Conference Spotlight: Juvenile Interview and Interrogation

By Sabrina Rhodes, Guest Blogger and Project Specialist, Juvenile Justice Initiatives, IACP

“The juvenile interview and interrogation landscape is undergoing an unprecedented upheaval. Over the past decade, numerous studies have demonstrated that juveniles are particularly likely to give false information – and even falsely confess – when questioned by law enforcement.  Based on this research, court decisions, including key recent decisions by the Supreme Court, are leading police to question juveniles differently than adults.”[1]

IACP will be hosting a panel discussion on these issues at the IACP 2012 Annual Conference in San Diego. The workshop titled “Don’t Risk It! Why Law Enforcement Should Avoid Using Adult Interrogation Techniques on Youth” will offer tips on how to mitigate risks and increase successful investigative outcomes. Panelists will include:

  • Diane E. Urban, Chief of Police, Hayward, California
  • Joshua Tepfer, Attorney, Center on Wrongful Convictions of Youth, Northwestern University’s School of Law
  • N. Dickon Reppucci, Professor, University of Virginia, Lead Researcher of Custodial Interrogations of Juveniles: A National Police Study
  • Terrill Swift, who provided a false confession at 17 years old, was wrongfully convicted, and served 15 years in prison before his exoneration in 2012

Join the discussion on Tuesday, October 2nd from 3:30 – 5:00 p.m. in Room 11A of the San Diego Convention Center.

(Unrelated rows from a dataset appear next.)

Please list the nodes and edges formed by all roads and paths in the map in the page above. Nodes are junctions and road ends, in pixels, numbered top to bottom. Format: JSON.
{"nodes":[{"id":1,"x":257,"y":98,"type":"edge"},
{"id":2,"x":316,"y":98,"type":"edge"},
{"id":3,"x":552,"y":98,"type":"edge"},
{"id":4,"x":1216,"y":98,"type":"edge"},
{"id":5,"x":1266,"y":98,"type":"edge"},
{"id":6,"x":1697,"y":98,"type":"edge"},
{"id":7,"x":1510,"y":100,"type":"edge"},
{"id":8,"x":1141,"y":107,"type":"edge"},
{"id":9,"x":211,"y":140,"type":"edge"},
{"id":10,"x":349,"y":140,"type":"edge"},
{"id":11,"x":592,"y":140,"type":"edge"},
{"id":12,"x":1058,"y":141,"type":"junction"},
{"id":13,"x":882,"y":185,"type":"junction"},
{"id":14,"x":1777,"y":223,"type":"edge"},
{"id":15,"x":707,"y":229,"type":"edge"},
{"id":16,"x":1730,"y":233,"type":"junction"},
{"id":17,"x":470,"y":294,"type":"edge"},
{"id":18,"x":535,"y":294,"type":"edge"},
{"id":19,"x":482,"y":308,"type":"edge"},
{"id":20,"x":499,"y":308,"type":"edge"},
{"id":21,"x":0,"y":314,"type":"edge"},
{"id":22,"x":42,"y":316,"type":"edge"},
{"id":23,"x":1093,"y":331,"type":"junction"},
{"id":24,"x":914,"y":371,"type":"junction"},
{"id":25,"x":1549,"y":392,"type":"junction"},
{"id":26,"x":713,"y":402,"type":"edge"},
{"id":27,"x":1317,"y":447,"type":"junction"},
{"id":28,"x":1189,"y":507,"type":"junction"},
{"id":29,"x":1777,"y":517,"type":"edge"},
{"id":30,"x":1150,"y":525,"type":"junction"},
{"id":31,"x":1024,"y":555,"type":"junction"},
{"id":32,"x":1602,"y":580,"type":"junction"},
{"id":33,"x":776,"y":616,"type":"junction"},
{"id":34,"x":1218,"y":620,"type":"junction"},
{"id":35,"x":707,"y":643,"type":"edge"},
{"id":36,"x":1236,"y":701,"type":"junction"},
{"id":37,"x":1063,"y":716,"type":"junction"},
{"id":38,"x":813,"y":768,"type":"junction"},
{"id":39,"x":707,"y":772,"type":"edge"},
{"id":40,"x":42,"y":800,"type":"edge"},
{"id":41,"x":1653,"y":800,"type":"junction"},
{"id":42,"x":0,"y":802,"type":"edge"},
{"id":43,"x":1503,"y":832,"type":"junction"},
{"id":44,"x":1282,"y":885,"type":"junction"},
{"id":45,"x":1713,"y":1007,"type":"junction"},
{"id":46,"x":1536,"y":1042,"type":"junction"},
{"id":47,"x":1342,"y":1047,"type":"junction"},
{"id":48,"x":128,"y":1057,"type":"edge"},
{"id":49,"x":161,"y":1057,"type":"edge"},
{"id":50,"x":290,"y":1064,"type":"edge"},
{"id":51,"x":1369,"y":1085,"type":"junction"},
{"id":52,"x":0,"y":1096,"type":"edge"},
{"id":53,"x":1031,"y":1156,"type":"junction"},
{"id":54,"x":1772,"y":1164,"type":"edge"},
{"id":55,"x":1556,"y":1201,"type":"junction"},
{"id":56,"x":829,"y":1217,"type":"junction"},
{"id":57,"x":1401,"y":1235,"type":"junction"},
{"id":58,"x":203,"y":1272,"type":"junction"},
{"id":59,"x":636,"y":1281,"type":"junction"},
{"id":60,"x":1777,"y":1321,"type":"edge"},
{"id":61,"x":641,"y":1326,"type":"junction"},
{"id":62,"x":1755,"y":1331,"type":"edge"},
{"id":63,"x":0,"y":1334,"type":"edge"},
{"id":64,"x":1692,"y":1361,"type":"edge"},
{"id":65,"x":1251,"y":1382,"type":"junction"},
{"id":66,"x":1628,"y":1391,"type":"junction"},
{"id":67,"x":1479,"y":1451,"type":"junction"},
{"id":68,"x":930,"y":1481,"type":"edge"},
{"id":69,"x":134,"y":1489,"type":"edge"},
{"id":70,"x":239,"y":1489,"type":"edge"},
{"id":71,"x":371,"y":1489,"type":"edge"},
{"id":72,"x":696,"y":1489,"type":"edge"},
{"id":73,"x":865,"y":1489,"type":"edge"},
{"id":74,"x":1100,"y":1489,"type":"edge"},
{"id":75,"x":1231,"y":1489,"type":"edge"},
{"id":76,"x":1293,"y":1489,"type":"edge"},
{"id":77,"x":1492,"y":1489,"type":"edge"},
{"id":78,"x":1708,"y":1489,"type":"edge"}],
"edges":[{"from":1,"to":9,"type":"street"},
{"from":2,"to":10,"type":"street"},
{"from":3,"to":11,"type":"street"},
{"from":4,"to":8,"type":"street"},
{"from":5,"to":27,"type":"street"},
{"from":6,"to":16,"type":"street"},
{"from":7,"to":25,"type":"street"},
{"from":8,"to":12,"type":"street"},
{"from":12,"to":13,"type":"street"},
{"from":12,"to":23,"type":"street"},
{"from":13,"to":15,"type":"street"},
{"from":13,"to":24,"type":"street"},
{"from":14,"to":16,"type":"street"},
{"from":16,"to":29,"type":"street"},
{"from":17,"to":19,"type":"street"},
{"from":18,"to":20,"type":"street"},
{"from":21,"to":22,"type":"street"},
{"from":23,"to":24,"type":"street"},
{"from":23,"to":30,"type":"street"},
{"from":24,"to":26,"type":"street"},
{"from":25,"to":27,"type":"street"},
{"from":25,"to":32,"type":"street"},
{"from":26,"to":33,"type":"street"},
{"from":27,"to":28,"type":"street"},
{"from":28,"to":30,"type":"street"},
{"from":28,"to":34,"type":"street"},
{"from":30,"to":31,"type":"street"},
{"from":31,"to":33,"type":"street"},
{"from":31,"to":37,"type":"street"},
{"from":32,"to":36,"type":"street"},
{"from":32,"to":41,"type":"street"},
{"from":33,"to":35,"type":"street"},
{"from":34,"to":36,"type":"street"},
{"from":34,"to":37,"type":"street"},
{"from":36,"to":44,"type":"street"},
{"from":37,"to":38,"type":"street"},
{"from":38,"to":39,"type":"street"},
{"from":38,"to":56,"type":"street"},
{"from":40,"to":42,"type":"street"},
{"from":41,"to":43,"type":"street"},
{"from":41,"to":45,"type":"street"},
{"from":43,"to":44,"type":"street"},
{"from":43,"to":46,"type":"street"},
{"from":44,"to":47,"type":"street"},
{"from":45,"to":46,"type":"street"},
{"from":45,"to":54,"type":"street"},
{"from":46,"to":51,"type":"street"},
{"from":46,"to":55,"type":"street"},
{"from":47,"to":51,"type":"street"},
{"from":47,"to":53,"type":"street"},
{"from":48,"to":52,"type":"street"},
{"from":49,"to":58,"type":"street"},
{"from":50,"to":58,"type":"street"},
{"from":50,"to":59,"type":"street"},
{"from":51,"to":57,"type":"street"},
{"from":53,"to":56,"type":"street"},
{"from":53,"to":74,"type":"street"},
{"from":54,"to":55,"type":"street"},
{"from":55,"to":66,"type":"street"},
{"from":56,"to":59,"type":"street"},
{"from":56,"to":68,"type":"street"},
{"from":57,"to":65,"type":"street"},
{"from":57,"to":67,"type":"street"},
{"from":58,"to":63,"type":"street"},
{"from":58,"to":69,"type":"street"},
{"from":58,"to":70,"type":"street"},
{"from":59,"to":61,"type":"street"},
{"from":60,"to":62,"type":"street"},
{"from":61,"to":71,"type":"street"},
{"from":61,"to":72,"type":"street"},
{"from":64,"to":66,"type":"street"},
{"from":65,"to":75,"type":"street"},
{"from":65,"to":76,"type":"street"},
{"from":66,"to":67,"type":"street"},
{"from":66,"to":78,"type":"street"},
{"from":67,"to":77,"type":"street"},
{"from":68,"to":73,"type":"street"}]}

In conjunction with this workshop, IACP is releasing a new publication titled Reducing Risks: An Executive’s Guide to Effective Juvenile Interview and Interrogation. This publication is targeted to law enforcement and includes recommended best practices, information on recent research and key cases affecting law enforcement, and sample documents departments can tweak for their own jurisdictions.

For more information on the workshop, executive guide, or juvenile justice training and technical assistance at the IACP, contact Sabrina Rhodes.


[1]U.S. Department of Justice, Office of Justice Programs, Office of Juvenile Justice and Delinquency Prevention, Reducing Risks: An Executive’s Guide to Effective Juvenile Interview and Interrogation, by Drizin, Steven, et al., for the International Association of Chiefs of Police (September 2012).